== INPUT

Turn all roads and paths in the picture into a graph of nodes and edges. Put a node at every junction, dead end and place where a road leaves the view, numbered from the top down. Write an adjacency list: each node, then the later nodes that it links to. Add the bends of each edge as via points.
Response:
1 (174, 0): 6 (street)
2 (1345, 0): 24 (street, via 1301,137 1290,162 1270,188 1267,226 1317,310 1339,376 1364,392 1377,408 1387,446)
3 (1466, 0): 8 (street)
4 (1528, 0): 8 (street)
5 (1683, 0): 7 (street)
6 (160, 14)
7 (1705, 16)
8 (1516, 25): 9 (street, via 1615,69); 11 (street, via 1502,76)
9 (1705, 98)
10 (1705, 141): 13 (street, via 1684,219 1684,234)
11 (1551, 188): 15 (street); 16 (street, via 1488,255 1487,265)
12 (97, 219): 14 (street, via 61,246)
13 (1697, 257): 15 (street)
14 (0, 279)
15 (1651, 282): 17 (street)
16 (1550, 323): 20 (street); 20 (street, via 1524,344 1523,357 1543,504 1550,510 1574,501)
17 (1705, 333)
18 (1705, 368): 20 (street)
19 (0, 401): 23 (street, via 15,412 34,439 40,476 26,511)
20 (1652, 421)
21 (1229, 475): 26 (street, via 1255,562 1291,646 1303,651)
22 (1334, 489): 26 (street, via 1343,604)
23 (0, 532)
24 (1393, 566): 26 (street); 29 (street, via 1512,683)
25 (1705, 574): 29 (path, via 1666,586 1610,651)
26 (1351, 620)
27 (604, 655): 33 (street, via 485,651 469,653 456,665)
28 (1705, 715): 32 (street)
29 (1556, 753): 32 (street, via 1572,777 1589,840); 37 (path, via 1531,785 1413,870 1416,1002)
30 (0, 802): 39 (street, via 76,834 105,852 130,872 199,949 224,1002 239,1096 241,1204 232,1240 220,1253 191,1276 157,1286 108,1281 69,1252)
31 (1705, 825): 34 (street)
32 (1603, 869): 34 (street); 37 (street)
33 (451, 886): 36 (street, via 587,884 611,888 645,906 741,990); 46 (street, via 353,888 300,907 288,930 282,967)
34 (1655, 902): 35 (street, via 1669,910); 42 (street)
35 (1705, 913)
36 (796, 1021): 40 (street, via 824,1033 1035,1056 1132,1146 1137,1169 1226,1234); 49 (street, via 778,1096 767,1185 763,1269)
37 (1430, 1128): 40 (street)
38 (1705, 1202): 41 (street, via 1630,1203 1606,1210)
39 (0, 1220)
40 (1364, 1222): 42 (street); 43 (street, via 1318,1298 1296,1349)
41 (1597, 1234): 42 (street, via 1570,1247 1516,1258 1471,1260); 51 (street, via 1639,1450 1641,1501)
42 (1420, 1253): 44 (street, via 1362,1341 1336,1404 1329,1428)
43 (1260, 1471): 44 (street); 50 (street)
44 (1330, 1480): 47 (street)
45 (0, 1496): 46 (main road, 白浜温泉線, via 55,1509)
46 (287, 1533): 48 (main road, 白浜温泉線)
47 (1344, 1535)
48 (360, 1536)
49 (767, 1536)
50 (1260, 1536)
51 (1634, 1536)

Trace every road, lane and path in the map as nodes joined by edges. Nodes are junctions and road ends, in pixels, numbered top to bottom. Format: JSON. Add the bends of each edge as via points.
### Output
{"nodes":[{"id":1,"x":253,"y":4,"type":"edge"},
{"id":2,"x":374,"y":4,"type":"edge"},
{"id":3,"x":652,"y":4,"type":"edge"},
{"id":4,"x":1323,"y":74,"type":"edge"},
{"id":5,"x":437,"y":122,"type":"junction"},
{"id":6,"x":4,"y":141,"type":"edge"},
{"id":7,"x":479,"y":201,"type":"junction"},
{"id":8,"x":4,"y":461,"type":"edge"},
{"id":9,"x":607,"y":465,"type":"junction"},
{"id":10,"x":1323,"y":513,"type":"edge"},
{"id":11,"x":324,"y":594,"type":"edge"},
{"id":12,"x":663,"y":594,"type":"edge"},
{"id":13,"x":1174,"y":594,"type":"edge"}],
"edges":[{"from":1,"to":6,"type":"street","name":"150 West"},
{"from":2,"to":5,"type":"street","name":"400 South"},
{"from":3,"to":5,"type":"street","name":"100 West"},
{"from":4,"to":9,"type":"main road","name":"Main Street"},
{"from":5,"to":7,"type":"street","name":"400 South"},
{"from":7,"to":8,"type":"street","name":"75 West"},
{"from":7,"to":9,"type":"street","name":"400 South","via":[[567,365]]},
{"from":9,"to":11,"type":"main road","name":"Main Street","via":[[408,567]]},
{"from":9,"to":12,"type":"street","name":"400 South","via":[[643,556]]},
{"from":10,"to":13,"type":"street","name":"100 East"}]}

====

▶ [TASK REQUIREMENTS] Nothing in the listing should change; repeat it in full.

▶ [ANSWER SECTION]
Turn all roads and paths in the picture into a graph of nodes and edges. Put a node at every junction, dead end and place where a road leaves the view, numbered from the top down. Write an adjacency list: each node, then the later nodes that it links to. Add the bends of each edge as via points.
Response:
1 (174, 0): 6 (street)
2 (1345, 0): 24 (street, via 1301,137 1290,162 1270,188 1267,226 1317,310 1339,376 1364,392 1377,408 1387,446)
3 (1466, 0): 8 (street)
4 (1528, 0): 8 (street)
5 (1683, 0): 7 (street)
6 (160, 14)
7 (1705, 16)
8 (1516, 25): 9 (street, via 1615,69); 11 (street, via 1502,76)
9 (1705, 98)
10 (1705, 141): 13 (street, via 1684,219 1684,234)
11 (1551, 188): 15 (street); 16 (street, via 1488,255 1487,265)
12 (97, 219): 14 (street, via 61,246)
13 (1697, 257): 15 (street)
14 (0, 279)
15 (1651, 282): 17 (street)
16 (1550, 323): 20 (street); 20 (street, via 1524,344 1523,357 1543,504 1550,510 1574,501)
17 (1705, 333)
18 (1705, 368): 20 (street)
19 (0, 401): 23 (street, via 15,412 34,439 40,476 26,511)
20 (1652, 421)
21 (1229, 475): 26 (street, via 1255,562 1291,646 1303,651)
22 (1334, 489): 26 (street, via 1343,604)
23 (0, 532)
24 (1393, 566): 26 (street); 29 (street, via 1512,683)
25 (1705, 574): 29 (path, via 1666,586 1610,651)
26 (1351, 620)
27 (604, 655): 33 (street, via 485,651 469,653 456,665)
28 (1705, 715): 32 (street)
29 (1556, 753): 32 (street, via 1572,777 1589,840); 37 (path, via 1531,785 1413,870 1416,1002)
30 (0, 802): 39 (street, via 76,834 105,852 130,872 199,949 224,1002 239,1096 241,1204 232,1240 220,1253 191,1276 157,1286 108,1281 69,1252)
31 (1705, 825): 34 (street)
32 (1603, 869): 34 (street); 37 (street)
33 (451, 886): 36 (street, via 587,884 611,888 645,906 741,990); 46 (street, via 353,888 300,907 288,930 282,967)
34 (1655, 902): 35 (street, via 1669,910); 42 (street)
35 (1705, 913)
36 (796, 1021): 40 (street, via 824,1033 1035,1056 1132,1146 1137,1169 1226,1234); 49 (street, via 778,1096 767,1185 763,1269)
37 (1430, 1128): 40 (street)
38 (1705, 1202): 41 (street, via 1630,1203 1606,1210)
39 (0, 1220)
40 (1364, 1222): 42 (street); 43 (street, via 1318,1298 1296,1349)
41 (1597, 1234): 42 (street, via 1570,1247 1516,1258 1471,1260); 51 (street, via 1639,1450 1641,1501)
42 (1420, 1253): 44 (street, via 1362,1341 1336,1404 1329,1428)
43 (1260, 1471): 44 (street); 50 (street)
44 (1330, 1480): 47 (street)
45 (0, 1496): 46 (main road, 白浜温泉線, via 55,1509)
46 (287, 1533): 48 (main road, 白浜温泉線)
47 (1344, 1535)
48 (360, 1536)
49 (767, 1536)
50 (1260, 1536)
51 (1634, 1536)

Trace every road, lane and path in the map as nodes joined by edges. Nodes are junctions and road ends, in pixels, numbered top to bottom. Format: JSON. Add the bends of each edge as via points.
### Output
{"nodes":[{"id":1,"x":253,"y":4,"type":"edge"},
{"id":2,"x":374,"y":4,"type":"edge"},
{"id":3,"x":652,"y":4,"type":"edge"},
{"id":4,"x":1323,"y":74,"type":"edge"},
{"id":5,"x":437,"y":122,"type":"junction"},
{"id":6,"x":4,"y":141,"type":"edge"},
{"id":7,"x":479,"y":201,"type":"junction"},
{"id":8,"x":4,"y":461,"type":"edge"},
{"id":9,"x":607,"y":465,"type":"junction"},
{"id":10,"x":1323,"y":513,"type":"edge"},
{"id":11,"x":324,"y":594,"type":"edge"},
{"id":12,"x":663,"y":594,"type":"edge"},
{"id":13,"x":1174,"y":594,"type":"edge"}],
"edges":[{"from":1,"to":6,"type":"street","name":"150 West"},
{"from":2,"to":5,"type":"street","name":"400 South"},
{"from":3,"to":5,"type":"street","name":"100 West"},
{"from":4,"to":9,"type":"main road","name":"Main Street"},
{"from":5,"to":7,"type":"street","name":"400 South"},
{"from":7,"to":8,"type":"street","name":"75 West"},
{"from":7,"to":9,"type":"street","name":"400 South","via":[[567,365]]},
{"from":9,"to":11,"type":"main road","name":"Main Street","via":[[408,567]]},
{"from":9,"to":12,"type":"street","name":"400 South","via":[[643,556]]},
{"from":10,"to":13,"type":"street","name":"100 East"}]}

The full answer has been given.